- [HOW TO COMPLETE THIS TASK]
Nothing is needed except the lines below that run from the one with "position:absolute; left:981px; top:586px;" through the one with "padding:4px; border-radius:50%; background:var(--accent);", repeated exactly.

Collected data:
- Opening Delimiter -

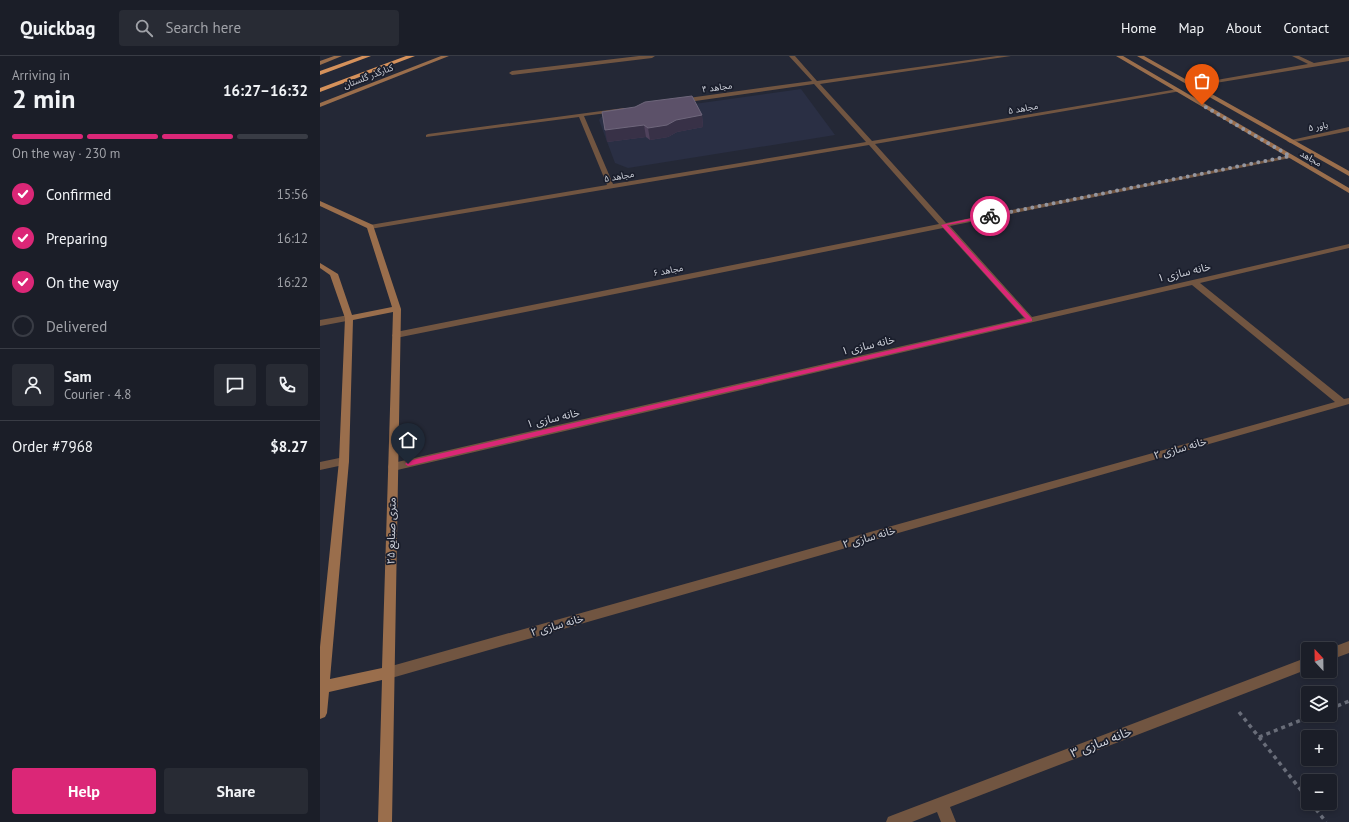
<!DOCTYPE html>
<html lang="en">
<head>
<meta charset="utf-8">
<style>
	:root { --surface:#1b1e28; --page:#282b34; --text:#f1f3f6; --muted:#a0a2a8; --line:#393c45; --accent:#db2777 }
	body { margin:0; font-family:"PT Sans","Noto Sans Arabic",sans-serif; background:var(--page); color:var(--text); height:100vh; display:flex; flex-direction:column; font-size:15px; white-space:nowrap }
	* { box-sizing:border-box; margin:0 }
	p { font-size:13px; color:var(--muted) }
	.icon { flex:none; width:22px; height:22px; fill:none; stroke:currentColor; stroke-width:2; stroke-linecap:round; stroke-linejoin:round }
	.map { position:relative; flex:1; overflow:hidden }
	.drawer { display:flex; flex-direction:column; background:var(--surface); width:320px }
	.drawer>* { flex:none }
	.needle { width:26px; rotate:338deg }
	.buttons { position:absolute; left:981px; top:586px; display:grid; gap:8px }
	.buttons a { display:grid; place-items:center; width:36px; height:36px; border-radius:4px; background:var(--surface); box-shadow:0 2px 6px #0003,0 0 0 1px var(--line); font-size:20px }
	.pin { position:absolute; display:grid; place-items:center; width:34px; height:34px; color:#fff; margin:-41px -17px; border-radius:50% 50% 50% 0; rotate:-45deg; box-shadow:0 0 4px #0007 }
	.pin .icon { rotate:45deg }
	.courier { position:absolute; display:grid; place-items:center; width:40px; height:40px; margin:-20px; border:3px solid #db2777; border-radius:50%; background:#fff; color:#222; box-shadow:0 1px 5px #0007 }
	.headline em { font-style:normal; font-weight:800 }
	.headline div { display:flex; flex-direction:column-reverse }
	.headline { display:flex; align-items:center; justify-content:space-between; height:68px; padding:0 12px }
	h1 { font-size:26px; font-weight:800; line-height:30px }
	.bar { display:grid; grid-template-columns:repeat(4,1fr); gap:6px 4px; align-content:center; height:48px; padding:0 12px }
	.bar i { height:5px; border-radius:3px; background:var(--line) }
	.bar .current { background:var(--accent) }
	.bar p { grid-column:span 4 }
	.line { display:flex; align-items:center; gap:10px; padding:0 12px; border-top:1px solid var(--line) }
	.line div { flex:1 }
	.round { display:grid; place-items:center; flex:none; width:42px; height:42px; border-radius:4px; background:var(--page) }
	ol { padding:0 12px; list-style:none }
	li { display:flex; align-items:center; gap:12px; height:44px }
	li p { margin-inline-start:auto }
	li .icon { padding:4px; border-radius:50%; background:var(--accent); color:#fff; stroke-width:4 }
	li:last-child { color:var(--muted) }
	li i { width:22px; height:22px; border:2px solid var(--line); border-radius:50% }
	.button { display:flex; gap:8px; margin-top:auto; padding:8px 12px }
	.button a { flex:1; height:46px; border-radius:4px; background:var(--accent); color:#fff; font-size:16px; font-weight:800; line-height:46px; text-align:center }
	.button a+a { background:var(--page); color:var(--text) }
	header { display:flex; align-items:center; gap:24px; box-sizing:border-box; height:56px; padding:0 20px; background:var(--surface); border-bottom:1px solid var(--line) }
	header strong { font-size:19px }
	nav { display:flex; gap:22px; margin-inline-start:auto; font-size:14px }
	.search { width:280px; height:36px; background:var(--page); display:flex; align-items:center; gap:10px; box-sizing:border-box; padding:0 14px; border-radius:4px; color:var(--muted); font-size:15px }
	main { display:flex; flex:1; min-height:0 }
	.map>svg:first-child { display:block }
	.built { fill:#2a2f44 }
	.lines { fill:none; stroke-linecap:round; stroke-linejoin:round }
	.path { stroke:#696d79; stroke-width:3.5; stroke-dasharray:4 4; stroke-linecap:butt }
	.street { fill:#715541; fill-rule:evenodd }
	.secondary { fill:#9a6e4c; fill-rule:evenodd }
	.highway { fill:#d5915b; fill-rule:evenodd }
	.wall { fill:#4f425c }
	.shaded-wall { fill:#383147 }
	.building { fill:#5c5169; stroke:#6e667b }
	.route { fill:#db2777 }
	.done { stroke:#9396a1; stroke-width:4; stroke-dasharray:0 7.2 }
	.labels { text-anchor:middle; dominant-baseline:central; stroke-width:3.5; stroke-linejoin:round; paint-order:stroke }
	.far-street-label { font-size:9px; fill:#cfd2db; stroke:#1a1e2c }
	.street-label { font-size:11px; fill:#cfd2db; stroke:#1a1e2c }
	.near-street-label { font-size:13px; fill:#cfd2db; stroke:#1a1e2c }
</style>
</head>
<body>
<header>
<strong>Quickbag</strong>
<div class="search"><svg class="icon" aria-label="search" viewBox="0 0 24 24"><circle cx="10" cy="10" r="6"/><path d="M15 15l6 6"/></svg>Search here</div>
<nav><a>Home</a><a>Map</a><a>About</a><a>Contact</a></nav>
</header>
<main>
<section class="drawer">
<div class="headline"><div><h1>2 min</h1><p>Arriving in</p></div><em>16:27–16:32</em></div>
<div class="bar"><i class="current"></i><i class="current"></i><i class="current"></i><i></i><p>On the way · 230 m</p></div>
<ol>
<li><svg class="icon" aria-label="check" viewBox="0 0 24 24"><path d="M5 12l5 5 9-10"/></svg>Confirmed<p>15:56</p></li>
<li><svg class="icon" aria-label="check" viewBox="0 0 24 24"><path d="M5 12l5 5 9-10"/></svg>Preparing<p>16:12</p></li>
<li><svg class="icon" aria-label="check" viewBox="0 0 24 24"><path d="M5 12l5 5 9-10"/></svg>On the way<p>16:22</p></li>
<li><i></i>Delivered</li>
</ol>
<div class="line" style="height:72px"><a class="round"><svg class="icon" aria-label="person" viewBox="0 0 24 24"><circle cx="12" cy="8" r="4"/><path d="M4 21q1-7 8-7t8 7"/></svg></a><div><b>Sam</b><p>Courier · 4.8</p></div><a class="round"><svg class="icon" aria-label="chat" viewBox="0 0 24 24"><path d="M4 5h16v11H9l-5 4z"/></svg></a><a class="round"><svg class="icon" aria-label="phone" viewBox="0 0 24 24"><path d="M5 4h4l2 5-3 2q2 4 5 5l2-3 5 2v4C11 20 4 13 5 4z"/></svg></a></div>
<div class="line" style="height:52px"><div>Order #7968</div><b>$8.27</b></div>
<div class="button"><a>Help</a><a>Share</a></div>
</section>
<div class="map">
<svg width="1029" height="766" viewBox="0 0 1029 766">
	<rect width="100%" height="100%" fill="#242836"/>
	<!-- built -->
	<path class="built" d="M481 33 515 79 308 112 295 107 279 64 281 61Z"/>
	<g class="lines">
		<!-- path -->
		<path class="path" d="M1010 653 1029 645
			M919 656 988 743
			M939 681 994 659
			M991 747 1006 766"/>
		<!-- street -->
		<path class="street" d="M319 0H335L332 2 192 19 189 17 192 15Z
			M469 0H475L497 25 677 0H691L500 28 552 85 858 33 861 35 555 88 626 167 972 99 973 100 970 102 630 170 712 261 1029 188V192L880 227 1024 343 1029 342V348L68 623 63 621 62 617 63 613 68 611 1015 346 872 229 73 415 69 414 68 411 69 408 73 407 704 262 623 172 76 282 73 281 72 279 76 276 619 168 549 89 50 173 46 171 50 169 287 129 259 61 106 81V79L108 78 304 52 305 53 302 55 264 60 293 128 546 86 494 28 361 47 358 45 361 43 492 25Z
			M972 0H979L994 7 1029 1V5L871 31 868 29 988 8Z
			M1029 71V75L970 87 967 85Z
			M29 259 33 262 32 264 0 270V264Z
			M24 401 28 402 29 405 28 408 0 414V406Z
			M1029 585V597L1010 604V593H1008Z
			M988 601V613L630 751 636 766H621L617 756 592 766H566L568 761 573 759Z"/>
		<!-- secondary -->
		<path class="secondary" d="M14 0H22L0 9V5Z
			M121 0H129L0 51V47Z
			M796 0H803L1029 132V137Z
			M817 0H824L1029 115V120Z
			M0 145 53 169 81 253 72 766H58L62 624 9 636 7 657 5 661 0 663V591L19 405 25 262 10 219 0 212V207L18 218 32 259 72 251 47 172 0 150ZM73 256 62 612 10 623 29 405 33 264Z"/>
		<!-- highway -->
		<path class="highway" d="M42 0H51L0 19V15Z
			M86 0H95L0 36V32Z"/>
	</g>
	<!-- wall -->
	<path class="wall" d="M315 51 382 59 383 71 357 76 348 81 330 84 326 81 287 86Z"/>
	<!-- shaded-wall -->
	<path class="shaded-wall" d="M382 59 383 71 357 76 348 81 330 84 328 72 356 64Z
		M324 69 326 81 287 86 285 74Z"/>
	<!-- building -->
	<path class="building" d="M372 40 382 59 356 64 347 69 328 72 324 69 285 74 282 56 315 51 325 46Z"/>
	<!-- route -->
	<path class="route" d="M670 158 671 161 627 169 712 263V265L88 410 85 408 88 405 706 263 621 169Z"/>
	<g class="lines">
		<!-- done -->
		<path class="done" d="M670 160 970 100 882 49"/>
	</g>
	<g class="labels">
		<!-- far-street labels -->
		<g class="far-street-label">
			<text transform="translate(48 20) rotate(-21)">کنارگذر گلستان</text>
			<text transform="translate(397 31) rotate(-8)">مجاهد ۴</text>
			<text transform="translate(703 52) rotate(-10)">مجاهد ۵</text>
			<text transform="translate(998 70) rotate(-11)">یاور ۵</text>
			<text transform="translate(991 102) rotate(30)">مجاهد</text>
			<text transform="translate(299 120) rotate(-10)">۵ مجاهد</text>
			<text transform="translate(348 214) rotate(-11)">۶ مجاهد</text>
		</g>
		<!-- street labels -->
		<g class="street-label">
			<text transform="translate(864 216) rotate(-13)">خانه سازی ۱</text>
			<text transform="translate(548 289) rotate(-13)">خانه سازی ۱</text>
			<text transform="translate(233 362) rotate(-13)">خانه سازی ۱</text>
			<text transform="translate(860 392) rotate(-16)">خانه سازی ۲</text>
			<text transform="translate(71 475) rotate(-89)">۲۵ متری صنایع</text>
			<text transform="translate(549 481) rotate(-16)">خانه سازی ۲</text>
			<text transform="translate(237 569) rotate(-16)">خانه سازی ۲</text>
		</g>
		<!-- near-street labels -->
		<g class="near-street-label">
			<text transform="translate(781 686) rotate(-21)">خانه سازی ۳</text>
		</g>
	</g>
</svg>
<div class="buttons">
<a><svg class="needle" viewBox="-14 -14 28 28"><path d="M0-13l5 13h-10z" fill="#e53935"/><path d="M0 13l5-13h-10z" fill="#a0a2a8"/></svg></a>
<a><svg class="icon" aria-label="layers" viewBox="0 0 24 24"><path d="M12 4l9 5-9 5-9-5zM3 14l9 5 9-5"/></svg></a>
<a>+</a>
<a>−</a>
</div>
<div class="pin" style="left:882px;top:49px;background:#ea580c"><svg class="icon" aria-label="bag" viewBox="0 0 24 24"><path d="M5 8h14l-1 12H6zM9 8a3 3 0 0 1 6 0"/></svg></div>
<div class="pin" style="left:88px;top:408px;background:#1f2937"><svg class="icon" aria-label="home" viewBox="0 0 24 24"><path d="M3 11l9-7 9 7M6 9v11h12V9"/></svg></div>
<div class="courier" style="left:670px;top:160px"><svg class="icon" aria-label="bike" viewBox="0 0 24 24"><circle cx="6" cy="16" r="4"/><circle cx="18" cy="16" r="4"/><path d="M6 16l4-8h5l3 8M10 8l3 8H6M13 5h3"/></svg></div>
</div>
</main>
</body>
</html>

- Closing Delimiter -

- [RESPONSE TO THIS EXERCISE]
	.buttons { position:absolute; left:981px; top:586px; display:grid; gap:8px }
	.buttons a { display:grid; place-items:center; width:36px; height:36px; border-radius:4px; background:var(--surface); box-shadow:0 2px 6px #0003,0 0 0 1px var(--line); font-size:20px }
	.pin { position:absolute; display:grid; place-items:center; width:34px; height:34px; color:#fff; margin:-41px -17px; border-radius:50% 50% 50% 0; rotate:-45deg; box-shadow:0 0 4px #0007 }
	.pin .icon { rotate:45deg }
	.courier { position:absolute; display:grid; place-items:center; width:40px; height:40px; margin:-20px; border:3px solid #db2777; border-radius:50%; background:#fff; color:#222; box-shadow:0 1px 5px #0007 }
	.headline em { font-style:normal; font-weight:800 }
	.headline div { display:flex; flex-direction:column-reverse }
	.headline { display:flex; align-items:center; justify-content:space-between; height:68px; padding:0 12px }
	h1 { font-size:26px; font-weight:800; line-height:30px }
	.bar { display:grid; grid-template-columns:repeat(4,1fr); gap:6px 4px; align-content:center; height:48px; padding:0 12px }
	.bar i { height:5px; border-radius:3px; background:var(--line) }
	.bar .current { background:var(--accent) }
	.bar p { grid-column:span 4 }
	.line { display:flex; align-items:center; gap:10px; padding:0 12px; border-top:1px solid var(--line) }
	.line div { flex:1 }
	.round { display:grid; place-items:center; flex:none; width:42px; height:42px; border-radius:4px; background:var(--page) }
	ol { padding:0 12px; list-style:none }
	li { display:flex; align-items:center; gap:12px; height:44px }
	li p { margin-inline-start:auto }
	li .icon { padding:4px; border-radius:50%; background:var(--accent); color:#fff; stroke-width:4 }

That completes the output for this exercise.